Awareness about the above mentioned harmful effects has given rise to a concept called Sustainable Fashion. The concept of “sustainable fashion” is relatively new — although the idea of sustainability had been around for decades, it was in the early 90’s that designers and innovators first stepped outside of the archetype that encapsulated the fashion industry and explored possibilities beyond what had become the norm for clothing production and consumption. There has been one main reason for this awakening i.e. harmful impact that fast fashion brands have on the environment. With recent insights into the true fast fashion business people have become more aware and conscious towards the environment. Another such phenomena is social media. Social media has become a tool that increases civic engagement and political activism since it enables personalization of collective action, which increases the level of engagement and strengthens networks.

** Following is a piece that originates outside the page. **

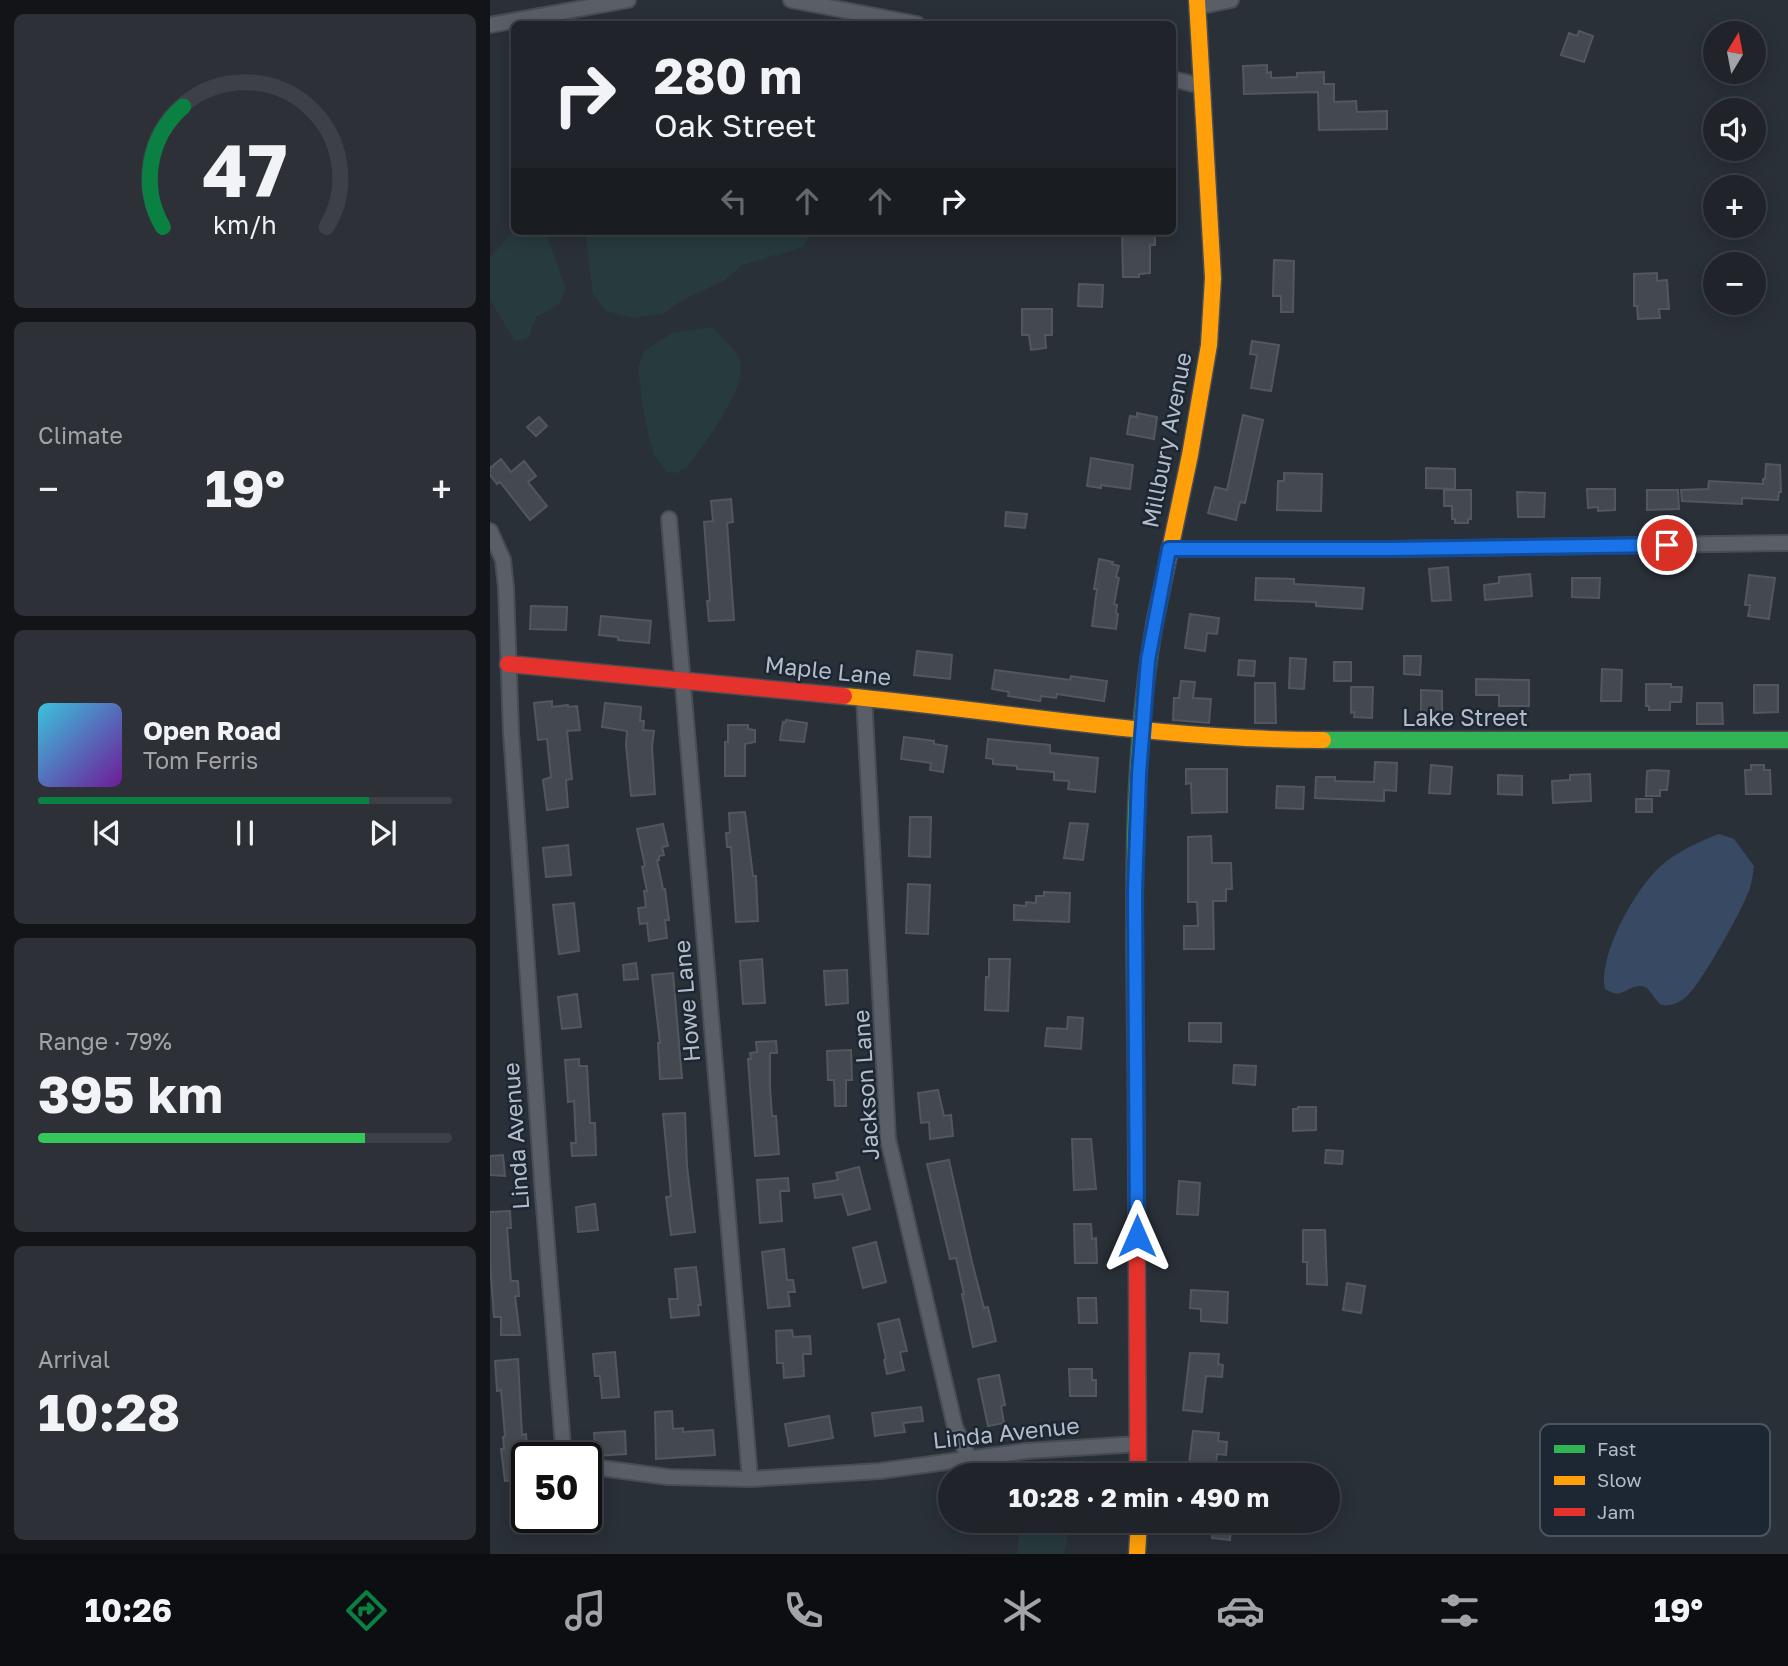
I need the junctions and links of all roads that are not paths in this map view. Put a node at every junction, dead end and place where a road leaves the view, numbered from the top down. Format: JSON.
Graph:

The advent of social media has metamorphosed man’s concept of society. The ability to provide and continuously improve the user experience in terms of interactivity and aggregated content is absolutely unprecedented on social media platforms. Social Media has successfully removed the shortcomings of geographical and ideological boundaries. The access to another person’s experiences, ideologies, psyche, relations, lifestyle etc. can be through social media. This has resulted in a multi-channel traffic of views and perspectives across cultures, countries, religions and much more. For instance, it is possible for a boy from Hyderabad to consume content related to the first hand experiences of people participating in the Carnival in Rio De Janeiro, Brazil. Social Media has helped establish several business forms such as E- Commerce, Digital Analytics, Mobile Appliances etc. As per statista, there are 2.62 billion unique social media users in 2018 and it is anticipated to increase to 3.02 billion users by 2021. The explosion of information has made the world a smaller place safely regarding this phenomenon as ‘The Digital Age’.
When we link social media and sustainability we see what a major role they play to increase awareness. This reach of social media has also helped popularize the concept of sustainability. It is through this platform that people are being exposed to information. Over the years there have been some social media campaigns about sustainability that has created a surge in the users.